Lockdown during first wave in Spain came too late
Decreeing lockdown a week earlier would have prevented more than 20,000 covid-19 deaths
BarcelonaOfficially, the first wave of covid-19 caused around 28,000 deaths across Spain. Could they have been avoided? A study led by the team of Àlex Arenas, ICREA professor of mathematics and computer engineering at the Universitat Rovira i Virgili in Tarragona, reveals that decreeing total lockdown just a week earlier would have limited mortality to only 5,000 cases. On the other hand, if it had been decreed a week later, the total number of deaths could have shot up to 120,000. The time factor, Arenas says, "is key" when the only measures that can be applied to contain the pandemic are non-pharmacological and the incidence follows an exponential growth curve. In other words, lockdown came too late.
The first lockdown was decreed on 15 March together with the state of alarm. Subsequently, from 29 to 12 April, total lockdown was decreed. From 2 May onwards, the restrictive measures were gradually lifted. During all this time, the measures adopted were physical distance, hand hygiene, the use of face masks and the limitation, more or less intense, of social interactions. Without vaccines or specific drugs, these were the only possible responses to covid-19.
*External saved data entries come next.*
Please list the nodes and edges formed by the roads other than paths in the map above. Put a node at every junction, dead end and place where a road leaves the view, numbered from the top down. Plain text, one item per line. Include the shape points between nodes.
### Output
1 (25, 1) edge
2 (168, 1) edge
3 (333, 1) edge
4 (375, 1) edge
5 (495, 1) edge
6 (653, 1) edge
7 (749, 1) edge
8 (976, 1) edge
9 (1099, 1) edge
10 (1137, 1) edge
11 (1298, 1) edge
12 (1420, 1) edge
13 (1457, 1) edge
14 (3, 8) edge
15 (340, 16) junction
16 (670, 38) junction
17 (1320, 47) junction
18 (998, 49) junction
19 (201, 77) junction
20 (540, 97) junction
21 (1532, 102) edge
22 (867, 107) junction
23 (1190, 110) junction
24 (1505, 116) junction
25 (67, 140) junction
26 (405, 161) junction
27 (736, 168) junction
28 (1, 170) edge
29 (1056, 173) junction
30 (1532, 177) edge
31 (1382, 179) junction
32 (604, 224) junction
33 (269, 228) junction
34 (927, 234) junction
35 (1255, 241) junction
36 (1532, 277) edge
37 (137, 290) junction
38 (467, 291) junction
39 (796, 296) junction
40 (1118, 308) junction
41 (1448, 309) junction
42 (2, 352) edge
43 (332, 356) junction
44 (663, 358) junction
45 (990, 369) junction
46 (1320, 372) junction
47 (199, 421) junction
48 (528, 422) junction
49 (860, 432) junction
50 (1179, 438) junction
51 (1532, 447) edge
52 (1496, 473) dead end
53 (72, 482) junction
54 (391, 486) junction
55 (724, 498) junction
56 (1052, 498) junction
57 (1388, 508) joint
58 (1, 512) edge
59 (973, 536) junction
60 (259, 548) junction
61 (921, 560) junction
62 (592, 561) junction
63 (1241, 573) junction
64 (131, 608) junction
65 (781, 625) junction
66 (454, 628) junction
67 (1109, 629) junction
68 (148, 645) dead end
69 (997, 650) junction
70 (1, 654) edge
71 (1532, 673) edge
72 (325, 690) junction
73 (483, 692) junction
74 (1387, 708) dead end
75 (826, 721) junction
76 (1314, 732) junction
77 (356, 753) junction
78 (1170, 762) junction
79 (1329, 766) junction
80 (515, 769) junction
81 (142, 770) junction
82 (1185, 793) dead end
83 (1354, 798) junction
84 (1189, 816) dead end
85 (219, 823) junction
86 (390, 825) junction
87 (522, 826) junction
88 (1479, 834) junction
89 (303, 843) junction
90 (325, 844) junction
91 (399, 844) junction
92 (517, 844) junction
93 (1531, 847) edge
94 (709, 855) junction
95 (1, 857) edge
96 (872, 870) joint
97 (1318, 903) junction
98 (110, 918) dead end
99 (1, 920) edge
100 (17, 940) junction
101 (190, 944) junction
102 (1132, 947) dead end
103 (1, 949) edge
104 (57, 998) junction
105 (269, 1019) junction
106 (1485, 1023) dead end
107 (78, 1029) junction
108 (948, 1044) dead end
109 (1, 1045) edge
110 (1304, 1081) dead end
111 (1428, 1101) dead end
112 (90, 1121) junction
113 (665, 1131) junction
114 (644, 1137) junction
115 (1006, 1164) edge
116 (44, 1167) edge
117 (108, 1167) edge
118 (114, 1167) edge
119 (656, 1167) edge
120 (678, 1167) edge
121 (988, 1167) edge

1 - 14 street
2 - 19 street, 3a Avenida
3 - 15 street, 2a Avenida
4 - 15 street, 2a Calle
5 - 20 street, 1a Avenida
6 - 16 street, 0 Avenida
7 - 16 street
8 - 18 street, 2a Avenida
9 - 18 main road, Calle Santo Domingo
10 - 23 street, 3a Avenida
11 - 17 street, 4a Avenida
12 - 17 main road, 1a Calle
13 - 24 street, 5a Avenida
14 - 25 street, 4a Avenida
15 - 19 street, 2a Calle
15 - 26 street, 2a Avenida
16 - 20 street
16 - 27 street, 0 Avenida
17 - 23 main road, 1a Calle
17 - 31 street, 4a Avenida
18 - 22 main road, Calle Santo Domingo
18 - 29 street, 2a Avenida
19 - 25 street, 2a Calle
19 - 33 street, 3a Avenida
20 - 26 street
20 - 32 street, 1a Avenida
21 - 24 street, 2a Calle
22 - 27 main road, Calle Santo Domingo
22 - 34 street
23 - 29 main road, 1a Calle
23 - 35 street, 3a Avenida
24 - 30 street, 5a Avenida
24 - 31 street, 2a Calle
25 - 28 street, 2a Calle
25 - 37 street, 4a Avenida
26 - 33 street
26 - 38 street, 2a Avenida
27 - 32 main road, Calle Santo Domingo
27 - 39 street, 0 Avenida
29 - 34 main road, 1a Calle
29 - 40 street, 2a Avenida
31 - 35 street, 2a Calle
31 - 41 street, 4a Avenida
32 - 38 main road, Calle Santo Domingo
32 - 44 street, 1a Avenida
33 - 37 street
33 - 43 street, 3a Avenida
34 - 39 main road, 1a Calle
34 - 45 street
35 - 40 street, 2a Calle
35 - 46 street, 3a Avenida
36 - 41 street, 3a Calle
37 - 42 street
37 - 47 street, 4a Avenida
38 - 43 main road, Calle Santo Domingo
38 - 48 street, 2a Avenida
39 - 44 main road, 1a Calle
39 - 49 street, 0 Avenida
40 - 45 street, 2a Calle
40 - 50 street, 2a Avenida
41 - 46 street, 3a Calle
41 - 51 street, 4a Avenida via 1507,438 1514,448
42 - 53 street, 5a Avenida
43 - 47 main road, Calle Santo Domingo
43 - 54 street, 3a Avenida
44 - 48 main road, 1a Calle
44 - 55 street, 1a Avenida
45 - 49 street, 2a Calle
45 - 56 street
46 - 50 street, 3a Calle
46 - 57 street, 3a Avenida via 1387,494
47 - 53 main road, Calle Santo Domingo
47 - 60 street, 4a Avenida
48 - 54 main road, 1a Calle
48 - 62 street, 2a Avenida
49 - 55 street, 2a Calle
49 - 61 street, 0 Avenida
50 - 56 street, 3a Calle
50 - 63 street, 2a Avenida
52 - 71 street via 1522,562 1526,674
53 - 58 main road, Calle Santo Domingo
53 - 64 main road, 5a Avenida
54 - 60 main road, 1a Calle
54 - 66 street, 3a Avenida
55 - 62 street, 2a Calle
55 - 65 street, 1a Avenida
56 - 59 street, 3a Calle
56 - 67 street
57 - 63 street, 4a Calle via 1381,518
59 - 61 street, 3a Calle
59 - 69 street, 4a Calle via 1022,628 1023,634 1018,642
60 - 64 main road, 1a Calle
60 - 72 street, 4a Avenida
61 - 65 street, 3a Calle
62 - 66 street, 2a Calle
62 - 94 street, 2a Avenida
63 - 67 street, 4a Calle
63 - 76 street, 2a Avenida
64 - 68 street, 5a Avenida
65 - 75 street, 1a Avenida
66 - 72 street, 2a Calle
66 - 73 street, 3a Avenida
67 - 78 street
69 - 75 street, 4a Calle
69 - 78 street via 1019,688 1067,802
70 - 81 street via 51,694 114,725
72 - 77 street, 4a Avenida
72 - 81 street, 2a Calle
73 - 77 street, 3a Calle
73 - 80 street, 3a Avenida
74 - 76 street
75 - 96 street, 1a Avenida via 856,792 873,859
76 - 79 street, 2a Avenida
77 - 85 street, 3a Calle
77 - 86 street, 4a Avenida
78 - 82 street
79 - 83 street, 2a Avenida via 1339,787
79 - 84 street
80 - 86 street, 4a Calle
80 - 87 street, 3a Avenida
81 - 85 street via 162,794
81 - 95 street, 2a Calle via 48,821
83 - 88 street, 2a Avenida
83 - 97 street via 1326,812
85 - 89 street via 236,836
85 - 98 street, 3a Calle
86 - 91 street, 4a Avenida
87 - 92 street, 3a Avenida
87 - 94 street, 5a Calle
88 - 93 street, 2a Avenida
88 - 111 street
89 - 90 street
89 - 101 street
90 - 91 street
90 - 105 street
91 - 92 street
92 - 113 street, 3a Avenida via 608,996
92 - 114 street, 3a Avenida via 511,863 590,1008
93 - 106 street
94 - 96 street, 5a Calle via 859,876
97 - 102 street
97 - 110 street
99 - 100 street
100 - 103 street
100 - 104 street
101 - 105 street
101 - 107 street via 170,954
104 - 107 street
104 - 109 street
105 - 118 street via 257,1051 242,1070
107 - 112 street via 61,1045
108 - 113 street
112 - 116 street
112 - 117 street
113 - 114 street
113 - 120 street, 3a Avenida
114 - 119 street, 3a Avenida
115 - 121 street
"We have taken the official data from the first wave and, using statistical methods, we have reconstructed both the incidence and the delay in reporting", the mathematician explains. "At the beginning we were not effectively detecting the infection", he continues. Once the reconstruction was done, Arenas' team simulated the different scenarios, mainly lockdown, to establish what would have happened if it had been applied earlier or later. The result is that "losing only one day to apply lockdown" caused "dramatic effects". According to the expert's calculations, moving a week earlier would have reduced the 28,000 deaths to just 5,000. "This data has to help us take better decisions in the future", he says. And postponing lockdown for a week could have caused 120,000 deaths.
A second finding is that even as the curve continued to grow, one of the indicators, the rate of spread (Rt), stagnated or began to slow down before the lockdown was ordered. "People saw it coming", Arenas suggests. A detailed analysis of the consumption of information related to the pandemic, internet traffic, social networks or consultation topics, which grew significantly during the previous days, highlights a "state of population alertness" that prevented the first wave from being worse.